> [Aim of the task] Below is a listing. Copy each line of it that holds the word "Akilo".

==================================================

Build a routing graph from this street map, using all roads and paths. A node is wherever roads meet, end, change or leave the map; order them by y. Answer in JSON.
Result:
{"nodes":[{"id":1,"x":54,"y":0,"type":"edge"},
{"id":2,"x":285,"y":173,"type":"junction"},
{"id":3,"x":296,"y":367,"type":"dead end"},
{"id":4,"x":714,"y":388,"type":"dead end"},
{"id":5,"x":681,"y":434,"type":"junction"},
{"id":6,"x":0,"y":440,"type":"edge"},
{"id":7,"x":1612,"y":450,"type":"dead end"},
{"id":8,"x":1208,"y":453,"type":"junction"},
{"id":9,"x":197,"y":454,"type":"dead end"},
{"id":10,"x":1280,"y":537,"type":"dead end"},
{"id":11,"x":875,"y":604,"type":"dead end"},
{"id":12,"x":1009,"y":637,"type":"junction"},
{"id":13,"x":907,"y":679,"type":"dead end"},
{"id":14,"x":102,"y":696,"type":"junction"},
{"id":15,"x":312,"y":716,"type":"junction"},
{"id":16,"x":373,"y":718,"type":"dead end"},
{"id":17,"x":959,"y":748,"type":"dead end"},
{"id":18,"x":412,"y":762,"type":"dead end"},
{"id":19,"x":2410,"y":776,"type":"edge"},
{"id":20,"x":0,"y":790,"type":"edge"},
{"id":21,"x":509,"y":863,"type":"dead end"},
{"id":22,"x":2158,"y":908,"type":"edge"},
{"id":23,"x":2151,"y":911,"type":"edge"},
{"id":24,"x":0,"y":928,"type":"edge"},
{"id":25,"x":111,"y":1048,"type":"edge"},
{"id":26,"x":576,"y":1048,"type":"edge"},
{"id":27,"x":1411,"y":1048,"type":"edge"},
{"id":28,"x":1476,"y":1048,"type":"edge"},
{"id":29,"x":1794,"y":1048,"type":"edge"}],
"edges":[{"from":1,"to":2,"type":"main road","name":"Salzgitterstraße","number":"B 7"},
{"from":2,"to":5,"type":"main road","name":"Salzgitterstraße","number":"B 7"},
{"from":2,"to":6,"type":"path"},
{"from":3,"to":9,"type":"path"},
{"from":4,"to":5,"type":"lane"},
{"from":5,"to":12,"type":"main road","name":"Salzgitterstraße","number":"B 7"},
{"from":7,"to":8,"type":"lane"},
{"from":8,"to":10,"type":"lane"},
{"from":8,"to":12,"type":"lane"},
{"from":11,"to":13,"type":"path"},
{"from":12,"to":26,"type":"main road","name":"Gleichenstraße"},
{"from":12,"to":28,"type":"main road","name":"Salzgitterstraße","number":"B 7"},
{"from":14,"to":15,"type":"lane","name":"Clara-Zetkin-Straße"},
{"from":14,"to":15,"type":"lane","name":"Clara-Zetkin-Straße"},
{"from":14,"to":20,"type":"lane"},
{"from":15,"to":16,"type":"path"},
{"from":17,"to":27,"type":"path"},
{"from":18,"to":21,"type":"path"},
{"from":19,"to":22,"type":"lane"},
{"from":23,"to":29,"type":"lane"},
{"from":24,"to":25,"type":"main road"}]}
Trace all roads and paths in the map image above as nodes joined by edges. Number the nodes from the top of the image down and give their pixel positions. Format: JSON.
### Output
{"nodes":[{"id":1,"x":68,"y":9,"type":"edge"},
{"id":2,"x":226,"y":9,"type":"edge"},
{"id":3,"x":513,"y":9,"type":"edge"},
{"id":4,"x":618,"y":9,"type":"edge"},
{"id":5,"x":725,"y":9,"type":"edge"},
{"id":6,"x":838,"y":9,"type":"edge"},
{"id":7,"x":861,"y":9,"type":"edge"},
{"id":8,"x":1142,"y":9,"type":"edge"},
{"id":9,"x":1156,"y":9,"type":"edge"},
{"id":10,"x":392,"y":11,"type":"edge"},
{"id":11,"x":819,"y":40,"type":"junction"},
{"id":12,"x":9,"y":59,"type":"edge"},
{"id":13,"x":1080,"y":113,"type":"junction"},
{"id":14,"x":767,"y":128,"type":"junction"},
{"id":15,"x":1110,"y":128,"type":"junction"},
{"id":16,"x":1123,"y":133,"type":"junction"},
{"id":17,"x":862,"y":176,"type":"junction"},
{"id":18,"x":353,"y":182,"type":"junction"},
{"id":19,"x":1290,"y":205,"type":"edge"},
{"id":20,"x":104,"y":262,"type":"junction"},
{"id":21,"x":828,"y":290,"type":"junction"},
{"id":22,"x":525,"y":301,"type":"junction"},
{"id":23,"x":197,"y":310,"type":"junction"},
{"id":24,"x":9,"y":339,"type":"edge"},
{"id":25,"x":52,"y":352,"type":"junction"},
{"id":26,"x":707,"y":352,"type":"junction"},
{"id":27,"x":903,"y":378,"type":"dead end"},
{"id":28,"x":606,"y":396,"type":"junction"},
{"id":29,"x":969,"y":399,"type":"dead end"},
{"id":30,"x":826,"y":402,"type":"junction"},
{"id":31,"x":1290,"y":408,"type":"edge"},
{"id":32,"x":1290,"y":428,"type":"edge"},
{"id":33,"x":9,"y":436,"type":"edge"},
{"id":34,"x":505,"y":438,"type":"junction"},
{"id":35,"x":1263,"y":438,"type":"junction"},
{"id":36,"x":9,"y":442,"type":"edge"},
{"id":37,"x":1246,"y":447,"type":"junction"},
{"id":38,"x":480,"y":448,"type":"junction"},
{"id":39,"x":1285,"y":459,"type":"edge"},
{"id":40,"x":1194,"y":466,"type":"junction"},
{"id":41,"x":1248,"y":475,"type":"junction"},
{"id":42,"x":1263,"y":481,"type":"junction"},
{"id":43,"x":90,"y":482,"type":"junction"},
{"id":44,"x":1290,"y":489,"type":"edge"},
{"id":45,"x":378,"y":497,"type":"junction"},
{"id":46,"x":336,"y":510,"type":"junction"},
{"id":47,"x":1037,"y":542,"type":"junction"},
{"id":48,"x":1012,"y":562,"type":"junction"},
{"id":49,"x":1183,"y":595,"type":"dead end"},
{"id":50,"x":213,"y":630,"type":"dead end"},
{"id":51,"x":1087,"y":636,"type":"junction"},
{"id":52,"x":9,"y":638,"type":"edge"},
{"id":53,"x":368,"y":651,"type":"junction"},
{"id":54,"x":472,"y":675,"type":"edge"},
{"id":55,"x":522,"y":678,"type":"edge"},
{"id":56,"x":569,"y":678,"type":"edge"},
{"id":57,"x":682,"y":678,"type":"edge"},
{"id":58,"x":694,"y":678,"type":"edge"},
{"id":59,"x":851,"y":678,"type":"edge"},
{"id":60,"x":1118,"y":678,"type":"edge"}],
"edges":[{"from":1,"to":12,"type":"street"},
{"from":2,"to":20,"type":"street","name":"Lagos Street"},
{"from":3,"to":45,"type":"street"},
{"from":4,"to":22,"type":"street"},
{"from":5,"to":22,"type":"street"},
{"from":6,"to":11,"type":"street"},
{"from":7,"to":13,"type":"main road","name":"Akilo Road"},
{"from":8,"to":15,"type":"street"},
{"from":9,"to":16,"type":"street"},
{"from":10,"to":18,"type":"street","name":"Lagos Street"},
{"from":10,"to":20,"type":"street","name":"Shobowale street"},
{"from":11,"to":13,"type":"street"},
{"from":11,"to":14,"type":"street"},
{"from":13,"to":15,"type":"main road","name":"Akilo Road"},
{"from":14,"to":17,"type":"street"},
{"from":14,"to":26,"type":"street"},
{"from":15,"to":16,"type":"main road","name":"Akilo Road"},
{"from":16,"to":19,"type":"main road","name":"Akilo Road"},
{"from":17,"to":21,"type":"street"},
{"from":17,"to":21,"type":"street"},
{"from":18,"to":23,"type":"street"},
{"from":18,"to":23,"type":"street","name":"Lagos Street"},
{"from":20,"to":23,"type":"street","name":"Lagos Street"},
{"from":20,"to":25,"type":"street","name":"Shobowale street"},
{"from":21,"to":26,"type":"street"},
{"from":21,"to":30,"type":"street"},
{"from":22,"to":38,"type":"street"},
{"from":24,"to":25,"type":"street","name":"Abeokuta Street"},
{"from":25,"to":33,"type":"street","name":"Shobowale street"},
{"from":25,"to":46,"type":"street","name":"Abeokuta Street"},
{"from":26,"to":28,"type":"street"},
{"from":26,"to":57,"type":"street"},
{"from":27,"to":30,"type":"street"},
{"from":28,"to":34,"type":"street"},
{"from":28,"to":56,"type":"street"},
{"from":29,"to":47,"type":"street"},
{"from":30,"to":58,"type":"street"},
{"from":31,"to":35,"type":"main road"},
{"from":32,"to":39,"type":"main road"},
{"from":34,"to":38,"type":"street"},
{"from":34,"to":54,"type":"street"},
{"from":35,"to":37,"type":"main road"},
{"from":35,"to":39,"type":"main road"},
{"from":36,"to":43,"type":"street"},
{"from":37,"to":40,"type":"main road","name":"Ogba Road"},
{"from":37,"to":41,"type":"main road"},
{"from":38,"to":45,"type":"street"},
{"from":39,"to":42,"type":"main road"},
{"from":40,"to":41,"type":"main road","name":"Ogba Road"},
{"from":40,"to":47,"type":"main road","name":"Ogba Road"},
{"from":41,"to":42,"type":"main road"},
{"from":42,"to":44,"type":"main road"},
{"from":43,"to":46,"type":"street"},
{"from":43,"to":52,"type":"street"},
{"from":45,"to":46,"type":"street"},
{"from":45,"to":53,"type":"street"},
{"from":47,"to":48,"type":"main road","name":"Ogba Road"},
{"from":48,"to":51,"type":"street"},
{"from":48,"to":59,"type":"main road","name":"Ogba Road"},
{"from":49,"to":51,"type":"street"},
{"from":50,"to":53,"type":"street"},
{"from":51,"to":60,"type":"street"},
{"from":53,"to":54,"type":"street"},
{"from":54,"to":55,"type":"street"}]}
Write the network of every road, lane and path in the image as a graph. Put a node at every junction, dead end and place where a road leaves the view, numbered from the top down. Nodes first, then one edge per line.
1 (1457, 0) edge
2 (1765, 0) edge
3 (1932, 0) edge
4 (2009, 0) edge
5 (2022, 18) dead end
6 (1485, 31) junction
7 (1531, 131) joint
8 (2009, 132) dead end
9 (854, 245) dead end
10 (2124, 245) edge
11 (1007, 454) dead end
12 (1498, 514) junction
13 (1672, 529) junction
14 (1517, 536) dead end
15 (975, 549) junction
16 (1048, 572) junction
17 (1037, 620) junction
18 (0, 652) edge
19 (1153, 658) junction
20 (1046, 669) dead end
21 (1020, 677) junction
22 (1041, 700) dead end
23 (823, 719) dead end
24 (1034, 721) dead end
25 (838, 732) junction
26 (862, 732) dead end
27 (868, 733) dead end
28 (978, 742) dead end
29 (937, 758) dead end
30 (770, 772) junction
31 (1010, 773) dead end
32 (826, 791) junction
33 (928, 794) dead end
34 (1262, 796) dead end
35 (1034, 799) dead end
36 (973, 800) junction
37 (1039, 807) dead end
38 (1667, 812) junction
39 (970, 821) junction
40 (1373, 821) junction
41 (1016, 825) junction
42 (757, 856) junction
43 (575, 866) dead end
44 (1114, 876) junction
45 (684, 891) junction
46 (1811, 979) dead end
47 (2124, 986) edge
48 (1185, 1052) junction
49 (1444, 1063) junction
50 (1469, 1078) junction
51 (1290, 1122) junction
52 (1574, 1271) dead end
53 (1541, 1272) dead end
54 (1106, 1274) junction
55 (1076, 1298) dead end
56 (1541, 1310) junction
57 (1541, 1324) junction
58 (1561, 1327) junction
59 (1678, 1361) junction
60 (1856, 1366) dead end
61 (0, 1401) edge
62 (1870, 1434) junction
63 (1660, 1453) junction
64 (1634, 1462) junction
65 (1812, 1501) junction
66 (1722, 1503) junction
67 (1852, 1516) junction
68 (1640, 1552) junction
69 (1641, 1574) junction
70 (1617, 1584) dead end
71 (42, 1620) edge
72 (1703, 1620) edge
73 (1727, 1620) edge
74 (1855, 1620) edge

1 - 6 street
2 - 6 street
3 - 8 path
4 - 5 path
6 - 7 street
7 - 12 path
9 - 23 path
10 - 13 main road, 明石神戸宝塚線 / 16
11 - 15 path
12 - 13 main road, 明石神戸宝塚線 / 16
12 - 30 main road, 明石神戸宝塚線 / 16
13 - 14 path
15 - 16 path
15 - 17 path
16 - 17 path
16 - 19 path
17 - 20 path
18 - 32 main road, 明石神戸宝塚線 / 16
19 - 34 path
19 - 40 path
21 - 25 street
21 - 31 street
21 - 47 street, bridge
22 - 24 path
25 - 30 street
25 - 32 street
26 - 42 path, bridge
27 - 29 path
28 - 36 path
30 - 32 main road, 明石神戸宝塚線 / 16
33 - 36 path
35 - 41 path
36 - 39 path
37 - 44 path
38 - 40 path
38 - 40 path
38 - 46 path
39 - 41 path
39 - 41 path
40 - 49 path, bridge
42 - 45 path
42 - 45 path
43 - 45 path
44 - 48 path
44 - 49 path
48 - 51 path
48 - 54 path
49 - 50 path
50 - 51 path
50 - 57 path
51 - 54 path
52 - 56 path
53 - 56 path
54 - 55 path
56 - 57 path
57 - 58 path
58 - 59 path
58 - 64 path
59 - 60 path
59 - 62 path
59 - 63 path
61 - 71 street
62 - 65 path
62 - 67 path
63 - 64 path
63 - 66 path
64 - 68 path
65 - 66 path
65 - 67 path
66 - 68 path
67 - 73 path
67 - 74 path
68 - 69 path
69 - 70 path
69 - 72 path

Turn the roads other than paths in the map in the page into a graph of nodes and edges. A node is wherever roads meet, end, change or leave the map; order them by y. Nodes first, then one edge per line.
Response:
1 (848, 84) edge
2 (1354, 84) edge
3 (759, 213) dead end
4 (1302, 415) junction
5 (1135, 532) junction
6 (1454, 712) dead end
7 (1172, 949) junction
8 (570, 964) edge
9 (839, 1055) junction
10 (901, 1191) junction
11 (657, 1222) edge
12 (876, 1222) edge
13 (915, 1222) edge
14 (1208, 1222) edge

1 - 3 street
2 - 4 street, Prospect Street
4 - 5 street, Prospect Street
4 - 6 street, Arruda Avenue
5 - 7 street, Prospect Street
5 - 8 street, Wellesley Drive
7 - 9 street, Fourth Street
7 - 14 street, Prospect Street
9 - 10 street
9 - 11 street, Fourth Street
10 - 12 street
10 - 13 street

==================================================

> [Answer for the task]
{"from":7,"to":13,"type":"main road","name":"Akilo Road"},
{"from":13,"to":15,"type":"main road","name":"Akilo Road"},
{"from":15,"to":16,"type":"main road","name":"Akilo Road"},
{"from":16,"to":19,"type":"main road","name":"Akilo Road"},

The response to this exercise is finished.